The Canon EOS 300D impresses in a number of ways. One of these is price. For less than $2,000 enthusiasts get a serious camera and lens. Canon enthusiasts, particularly existing owners of the EOS range such as the EOS 33V and EOS 300V, would have little trouble transferring to the digital version, as the camera maintains many of the features from its film camera equivalent.
- Great pictures
- Difficult manual focus
A long awaited entry into the digital camera market that more than lives up to expectations.
Price$ 1,799.00 (AUD)
300D users can enjoy the full range of Canon EF-mount lenses (and Canon EX-series Speedlites). The 300D is the first camera that can take Canon's new EF-S lenses, which exploit the smaller sensor and mirror of most digital SLRs to achieve a shorter, lighter design. The lens included is an 18-55mm f3.5-5.6 that, on the 300D, delivers a 35mm equivalent range of 29-88mm.
The 300D's CMOS sensor and DiGiC (Digital Imaging Integrated Circuit) image processor are essentially identical to the earlier Canon EOS-10D. It delivers 6.3Mp images with a wide 3:2 aspect ratio and sufficient detail to make great-looking A3 inkjet prints. Important to note is the sensor in the 300D is physically larger than those in consumer cameras, allowing it to deliver clearer and sharper images.
The 300D stores images on CompactFlash cards. It works with the IBM Microdrive and supports FAT32 formatting too, allowing cards greater than 2GB. It captures RAW (3072x2048 pixels) and six JPEG sizes starting at Large (3072x2048 pixels in both Fine and Normal modes), down to Small (1536x1024).
Creative control includes Auto, Program, Manual, Shutter and Aperture priority modes, along with six Scene presets and a depth of field preview. Shutter speeds range between 1/4000 to 30 seconds with the bulb. Sensitivity is rated at 100 to 1600 ISO. The burst mode takes four frames at 2.5fps, with the buffer rapidly clearing to shoot more.
Focusing is a dream on this camera. It has a seven-point wide area AF function that allows manual selection through the viewfinder of what to focus on and what to blur. This feature makes for artistic and interesting effects. And even before all that, it makes for clear shots. A downside however, is that the manual focus requires determining when the image is in focus purely by sight, rather than having a built-in focusing ring in the viewfinder. This can be hard when taking a moving image which does not have sharp edges.

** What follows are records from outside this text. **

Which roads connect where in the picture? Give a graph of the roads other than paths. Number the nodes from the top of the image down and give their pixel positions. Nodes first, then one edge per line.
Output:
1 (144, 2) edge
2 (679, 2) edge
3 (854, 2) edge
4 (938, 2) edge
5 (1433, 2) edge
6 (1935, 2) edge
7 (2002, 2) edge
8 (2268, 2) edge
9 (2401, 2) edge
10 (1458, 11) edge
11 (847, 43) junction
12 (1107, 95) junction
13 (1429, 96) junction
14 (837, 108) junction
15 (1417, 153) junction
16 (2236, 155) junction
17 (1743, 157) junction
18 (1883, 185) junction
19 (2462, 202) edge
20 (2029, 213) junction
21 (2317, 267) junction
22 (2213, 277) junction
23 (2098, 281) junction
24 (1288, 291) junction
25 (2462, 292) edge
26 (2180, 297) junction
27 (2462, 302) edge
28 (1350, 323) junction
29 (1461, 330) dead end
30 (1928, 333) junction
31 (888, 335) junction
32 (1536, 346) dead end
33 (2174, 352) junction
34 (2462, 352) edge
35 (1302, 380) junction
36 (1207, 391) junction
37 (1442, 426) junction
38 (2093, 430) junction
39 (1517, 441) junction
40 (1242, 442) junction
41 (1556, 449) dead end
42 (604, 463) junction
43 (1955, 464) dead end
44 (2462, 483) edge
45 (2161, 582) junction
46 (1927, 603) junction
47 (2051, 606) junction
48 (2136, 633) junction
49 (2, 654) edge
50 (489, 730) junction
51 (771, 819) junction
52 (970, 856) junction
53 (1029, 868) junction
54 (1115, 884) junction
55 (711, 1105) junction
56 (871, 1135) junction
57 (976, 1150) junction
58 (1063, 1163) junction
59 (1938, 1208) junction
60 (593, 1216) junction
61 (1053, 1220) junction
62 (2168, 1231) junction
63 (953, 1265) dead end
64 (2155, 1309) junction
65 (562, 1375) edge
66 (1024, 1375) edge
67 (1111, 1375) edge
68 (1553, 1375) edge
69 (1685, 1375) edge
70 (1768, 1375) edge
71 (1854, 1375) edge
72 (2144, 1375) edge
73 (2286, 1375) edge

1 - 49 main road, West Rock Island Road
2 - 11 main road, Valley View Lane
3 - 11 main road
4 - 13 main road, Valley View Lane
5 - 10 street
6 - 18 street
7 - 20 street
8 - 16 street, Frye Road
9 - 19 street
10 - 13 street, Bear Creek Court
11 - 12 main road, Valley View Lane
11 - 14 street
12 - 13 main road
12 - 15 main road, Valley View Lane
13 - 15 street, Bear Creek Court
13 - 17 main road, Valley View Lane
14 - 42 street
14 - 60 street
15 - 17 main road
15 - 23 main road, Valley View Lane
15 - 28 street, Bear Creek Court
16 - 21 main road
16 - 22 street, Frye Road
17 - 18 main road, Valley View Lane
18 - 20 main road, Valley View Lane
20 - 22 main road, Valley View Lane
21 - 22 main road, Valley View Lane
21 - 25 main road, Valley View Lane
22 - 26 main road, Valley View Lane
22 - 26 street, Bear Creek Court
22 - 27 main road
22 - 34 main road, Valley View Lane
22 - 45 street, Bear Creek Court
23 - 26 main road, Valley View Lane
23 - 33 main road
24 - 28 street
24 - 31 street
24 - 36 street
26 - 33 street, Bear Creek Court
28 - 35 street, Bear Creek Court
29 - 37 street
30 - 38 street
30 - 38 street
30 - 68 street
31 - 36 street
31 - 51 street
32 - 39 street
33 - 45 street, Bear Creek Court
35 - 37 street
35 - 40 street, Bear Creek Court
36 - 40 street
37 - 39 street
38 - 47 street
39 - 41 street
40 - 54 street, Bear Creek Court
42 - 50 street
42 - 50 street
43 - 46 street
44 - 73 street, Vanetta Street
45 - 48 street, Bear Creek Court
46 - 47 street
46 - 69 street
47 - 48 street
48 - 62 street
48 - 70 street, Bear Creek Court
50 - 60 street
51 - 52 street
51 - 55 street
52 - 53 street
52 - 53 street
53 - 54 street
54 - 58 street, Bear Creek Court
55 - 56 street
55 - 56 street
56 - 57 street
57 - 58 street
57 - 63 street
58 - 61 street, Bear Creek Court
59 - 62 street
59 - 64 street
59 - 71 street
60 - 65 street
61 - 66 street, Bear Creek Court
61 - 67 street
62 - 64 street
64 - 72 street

Like all SLRs, you can only take the shot through the viewfinder, not via the 1.8in TFT monitor. However, the LCD screen is a decent size for you to view the image once it has been taken.
It's hard not to get excited about the E0S-300D. With a relatively low price tag including the lens, it will bring 6Mp digital SLR photography to a market that previously could only dream of owning such a system. It will appeal equally to film SLR owners looking to go digital, along with anyone previously considering an all-in-one high-end consumer model like Sony's DSC F828. It still remains a serious purchase, but it is remarkable value for money. The handling is wonderful and the images look great, making the 300D the digital camera many photographers have been waiting for, not to mention a model that future all-in-ones will be measured against.